Many of these issues can best be addressed and advanced through cooperative, multilateral action led by the United Nations, as global problems demand global solutions.
I would group such overarching issues of global importance into four clusters of priority for the 66th session of the General Assembly:

  • Completing the major unfinished initiatives of previous PGAs.
  •  The broad UN reform agenda
  •  The combined development and environmental agenda, and
  •  The peace and security agenda

Let me elaborate for you some salient points of each of these priorities:

1. Giving continuity and momentum to complete some major unfinished initiatives of previous PGAs
Every PGA is the inheritor of a legacy of important initiatives of previous PGAs. We all know, for example, that the current PGA-65 is giving great importance to establishing the centrality of the United Nations in global governance.
I would give continuity to this important mission, if I am elected as PGA-66.
There are now many forums – the G-20, the G-7, the Bretton Woods Institutions, etc. where efforts are being made to tackle some of the great problems facing humanity. We welcome all such constructive and practical initiatives, as complementary to the UN’s central role in resolving global problems and setting global norms.
As many of these other forums and institutions do not reflect the equitable and universal representation of all countries, it is imperative to ensure greater coherence and coordination between these mechanisms and the United Nations.
The UN General Assembly is the only institution that embodies universal and equitable representation of all member states – big and small, rich and poor, reflecting the great diversity of our peoples.
It is, therefore, important that the GA should be assured of its rightful place to express the views, the hopes and aspirations of all peoples of the world in determining the architecture of global governance, and to ensure that international principles and the ethos of multilateralism are preeminent in resolving global problems.
As PGA, I would make every effort to strengthen the UN’s central role in global governance.

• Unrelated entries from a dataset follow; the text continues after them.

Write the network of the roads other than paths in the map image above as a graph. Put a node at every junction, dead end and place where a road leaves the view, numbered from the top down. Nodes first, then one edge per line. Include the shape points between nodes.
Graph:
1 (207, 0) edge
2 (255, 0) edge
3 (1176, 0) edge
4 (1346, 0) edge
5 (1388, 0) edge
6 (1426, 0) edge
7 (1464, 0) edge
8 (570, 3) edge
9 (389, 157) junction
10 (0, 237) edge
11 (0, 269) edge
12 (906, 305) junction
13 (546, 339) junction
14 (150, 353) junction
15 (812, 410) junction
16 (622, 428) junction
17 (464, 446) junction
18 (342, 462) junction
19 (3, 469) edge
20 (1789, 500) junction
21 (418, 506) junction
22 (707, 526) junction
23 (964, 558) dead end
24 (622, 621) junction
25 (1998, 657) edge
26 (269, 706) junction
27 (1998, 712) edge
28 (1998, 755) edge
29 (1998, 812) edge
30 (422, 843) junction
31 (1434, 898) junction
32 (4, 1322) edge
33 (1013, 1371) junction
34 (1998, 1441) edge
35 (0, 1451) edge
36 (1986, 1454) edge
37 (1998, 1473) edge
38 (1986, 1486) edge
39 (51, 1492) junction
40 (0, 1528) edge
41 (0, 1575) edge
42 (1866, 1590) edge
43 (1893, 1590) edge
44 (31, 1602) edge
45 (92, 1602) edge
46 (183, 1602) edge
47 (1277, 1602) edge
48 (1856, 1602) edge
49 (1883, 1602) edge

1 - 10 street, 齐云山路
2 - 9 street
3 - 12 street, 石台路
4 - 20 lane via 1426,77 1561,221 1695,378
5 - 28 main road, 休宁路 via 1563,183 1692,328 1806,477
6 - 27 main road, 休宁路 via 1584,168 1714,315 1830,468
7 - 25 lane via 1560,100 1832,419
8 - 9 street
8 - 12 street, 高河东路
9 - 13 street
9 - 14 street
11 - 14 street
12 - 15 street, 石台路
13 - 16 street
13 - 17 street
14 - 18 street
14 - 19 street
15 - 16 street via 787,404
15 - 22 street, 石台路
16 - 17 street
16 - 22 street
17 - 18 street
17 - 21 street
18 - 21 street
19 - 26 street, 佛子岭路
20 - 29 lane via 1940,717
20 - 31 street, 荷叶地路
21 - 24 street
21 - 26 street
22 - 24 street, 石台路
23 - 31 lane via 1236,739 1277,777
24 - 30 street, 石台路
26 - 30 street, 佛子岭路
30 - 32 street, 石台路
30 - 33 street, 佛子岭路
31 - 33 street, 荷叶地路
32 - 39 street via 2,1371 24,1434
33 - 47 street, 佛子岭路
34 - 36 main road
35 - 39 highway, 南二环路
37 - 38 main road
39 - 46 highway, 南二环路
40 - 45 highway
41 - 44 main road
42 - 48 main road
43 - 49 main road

2. Reform and revitalization of the UN
The United Nations cannot be effective in influencing vital global developments if it is – or is perceived to be – an inefficient, divided and lackluster organization. I would, therefore, attach great importance to the reform, revitalization and strengthening of the United Nations system, starting with the General Assembly itself.
We need a holistic agenda for UN reform. Reform is a continuous process and its primary objective should be to adapt the UN to the changing realities of the world, to enhance its global standing and promote its effectiveness in delivering results.
On the reform of the Security Council, our leaders meeting at the 2005 World Summit expressed their support for early reform, a position reaffirmed in many resolutions approved by the UNGA before and after that momentous summit.
But it is clear that the positions of many members, and groups of members, on this issue are still quite far apart. To help narrow the divergence of views among member states, we must build on the work of the inter-governmental negotiations on the question of equitable representation and increase in the membership of the Security Council and other related matters.
To ensure the broadest possible acceptance of proposed reforms, further progress needs to be made to develop a consensus, among other issues, on strengthening the democratic underpinnings of the Security Council; ensuring more equitable geographic representation, especially of regions and groups of countries that have been historically under-represented; enhancing the Council’s accountability to the broader membership of the United Nations, without weakening its effectiveness.
I wish to emphasize that as far as the daily lives of most ordinary people in the world are concerned, the decisions and effectiveness of the General Assembly and its subsidiary organs and bodies are of great importance as envisaged in the UN Charter. Revitalization of the GA must, therefore, command our high priority.
The report of the ad hoc working group on the revitalization of the General Assembly identifies four major issues and key steps which we need to implement to strengthen its effectiveness and credibility:

  •  First, many of us would agree that the best way to revitalize the GA is to more faithfully implement its own previous resolutions, including on its working methods, voting, balloting and other operational and technical issues;
  •  Second, the Assembly must strengthen and streamline its relationship with other principal organs of the UN, in particular the Security Council;
  •  Third, the Assembly must enhance its mandated role and responsibility in the selection process of the Secretary-General, who plays such a crucial role in managing and providing leadership to the Organization; and
  • Fourth, there is the need to strengthen the institutional memory and to enhance the effectiveness of the office of the PGA to serve the best interests and aspirations of all member states

The President of the 64th session of the GA has shared with us some very helpful views and recommendations in this context, and I am sure we can count on similar guidance from the President of the current 65th session, with his singular focus on improving global governance.
Let us focus on finding ways to more effectively implement these recommendations rather than commissioning further studies and fine-tuning that seem to paralyze us.
Let us make the best use of the General Assembly, with its democratic legitimacy drawn from its universal membership, to help redress the deeply entrenched imbalances in the broader international system. As they say, instead of just cursing the darkness, let us light a candle where we can.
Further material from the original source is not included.